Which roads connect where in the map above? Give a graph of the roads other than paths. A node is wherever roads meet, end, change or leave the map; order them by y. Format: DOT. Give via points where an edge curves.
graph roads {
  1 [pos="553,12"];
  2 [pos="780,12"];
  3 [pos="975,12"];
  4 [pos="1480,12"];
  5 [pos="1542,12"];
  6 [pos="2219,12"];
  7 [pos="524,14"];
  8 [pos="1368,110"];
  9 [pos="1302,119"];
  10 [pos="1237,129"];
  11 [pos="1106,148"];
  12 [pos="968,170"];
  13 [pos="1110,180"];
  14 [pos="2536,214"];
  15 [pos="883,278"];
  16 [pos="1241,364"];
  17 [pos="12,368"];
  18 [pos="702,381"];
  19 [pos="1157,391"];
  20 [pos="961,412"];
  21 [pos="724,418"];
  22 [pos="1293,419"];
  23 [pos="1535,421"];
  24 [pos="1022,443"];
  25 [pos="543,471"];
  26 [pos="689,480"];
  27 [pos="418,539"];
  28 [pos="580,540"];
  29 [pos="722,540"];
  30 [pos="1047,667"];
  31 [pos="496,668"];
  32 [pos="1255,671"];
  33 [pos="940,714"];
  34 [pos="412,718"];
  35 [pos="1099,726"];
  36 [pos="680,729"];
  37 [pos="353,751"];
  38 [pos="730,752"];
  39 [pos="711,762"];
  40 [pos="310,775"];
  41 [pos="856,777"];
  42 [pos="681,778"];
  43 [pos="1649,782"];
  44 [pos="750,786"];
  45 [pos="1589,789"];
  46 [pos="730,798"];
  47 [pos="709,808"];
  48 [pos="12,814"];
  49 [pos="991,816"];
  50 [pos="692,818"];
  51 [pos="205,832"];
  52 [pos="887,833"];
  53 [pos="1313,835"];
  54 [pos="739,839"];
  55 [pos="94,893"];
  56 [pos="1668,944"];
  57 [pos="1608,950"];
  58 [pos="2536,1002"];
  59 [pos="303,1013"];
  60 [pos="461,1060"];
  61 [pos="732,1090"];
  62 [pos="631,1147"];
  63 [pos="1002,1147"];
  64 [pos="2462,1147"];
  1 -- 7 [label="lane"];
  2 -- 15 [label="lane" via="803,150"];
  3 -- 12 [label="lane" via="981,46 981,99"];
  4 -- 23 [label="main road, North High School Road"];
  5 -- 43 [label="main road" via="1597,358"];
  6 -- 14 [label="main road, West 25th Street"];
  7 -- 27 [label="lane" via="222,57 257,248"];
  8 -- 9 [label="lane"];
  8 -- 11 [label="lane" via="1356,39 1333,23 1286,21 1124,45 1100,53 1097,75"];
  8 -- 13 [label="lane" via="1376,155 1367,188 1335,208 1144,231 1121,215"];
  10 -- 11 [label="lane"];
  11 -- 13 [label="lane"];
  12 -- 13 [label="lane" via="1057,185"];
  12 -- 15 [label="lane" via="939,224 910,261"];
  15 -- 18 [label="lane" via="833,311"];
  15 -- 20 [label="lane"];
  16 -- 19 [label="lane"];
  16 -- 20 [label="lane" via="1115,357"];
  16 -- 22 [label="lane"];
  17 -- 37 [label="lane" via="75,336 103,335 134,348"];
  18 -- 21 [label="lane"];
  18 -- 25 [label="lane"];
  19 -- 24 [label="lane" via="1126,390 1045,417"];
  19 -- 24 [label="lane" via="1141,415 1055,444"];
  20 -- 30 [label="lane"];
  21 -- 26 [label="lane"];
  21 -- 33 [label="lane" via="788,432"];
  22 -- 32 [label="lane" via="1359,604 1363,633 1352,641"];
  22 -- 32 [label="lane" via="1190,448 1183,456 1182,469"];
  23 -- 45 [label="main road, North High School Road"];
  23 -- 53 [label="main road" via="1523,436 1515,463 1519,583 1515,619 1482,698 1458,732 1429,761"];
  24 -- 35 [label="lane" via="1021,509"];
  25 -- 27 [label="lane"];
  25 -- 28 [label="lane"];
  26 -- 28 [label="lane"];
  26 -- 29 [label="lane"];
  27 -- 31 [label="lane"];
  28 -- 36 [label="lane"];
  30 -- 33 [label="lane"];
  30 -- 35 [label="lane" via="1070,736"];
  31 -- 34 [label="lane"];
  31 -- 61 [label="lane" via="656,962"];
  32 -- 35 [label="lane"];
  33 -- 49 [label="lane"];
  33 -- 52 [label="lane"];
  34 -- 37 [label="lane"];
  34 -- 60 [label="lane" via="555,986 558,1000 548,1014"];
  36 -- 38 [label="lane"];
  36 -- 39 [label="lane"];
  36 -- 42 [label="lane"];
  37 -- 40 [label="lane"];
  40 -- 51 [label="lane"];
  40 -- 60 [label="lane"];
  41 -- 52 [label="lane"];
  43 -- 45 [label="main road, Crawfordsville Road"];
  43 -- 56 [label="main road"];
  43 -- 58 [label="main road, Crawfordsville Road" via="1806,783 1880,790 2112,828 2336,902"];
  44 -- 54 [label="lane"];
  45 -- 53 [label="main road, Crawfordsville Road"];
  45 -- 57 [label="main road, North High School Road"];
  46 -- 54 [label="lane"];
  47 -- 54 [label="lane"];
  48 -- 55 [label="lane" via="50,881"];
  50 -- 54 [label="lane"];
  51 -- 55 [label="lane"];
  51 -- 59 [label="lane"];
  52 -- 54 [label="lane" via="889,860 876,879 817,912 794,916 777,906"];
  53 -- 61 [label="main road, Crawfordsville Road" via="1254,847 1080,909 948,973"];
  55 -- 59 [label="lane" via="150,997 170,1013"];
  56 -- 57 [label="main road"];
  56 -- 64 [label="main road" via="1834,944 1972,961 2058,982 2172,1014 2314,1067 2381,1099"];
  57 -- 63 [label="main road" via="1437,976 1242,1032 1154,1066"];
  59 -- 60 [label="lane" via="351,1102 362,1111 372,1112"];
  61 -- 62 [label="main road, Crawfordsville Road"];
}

EXERCISE BRIEF:
Which of the lines in the material carry the string "High"? Pull them out.

RESPONSE TO THE TASK:
  4 -- 23 [label="main road, North High School Road"];
  23 -- 45 [label="main road, North High School Road"];
  45 -- 57 [label="main road, North High School Road"];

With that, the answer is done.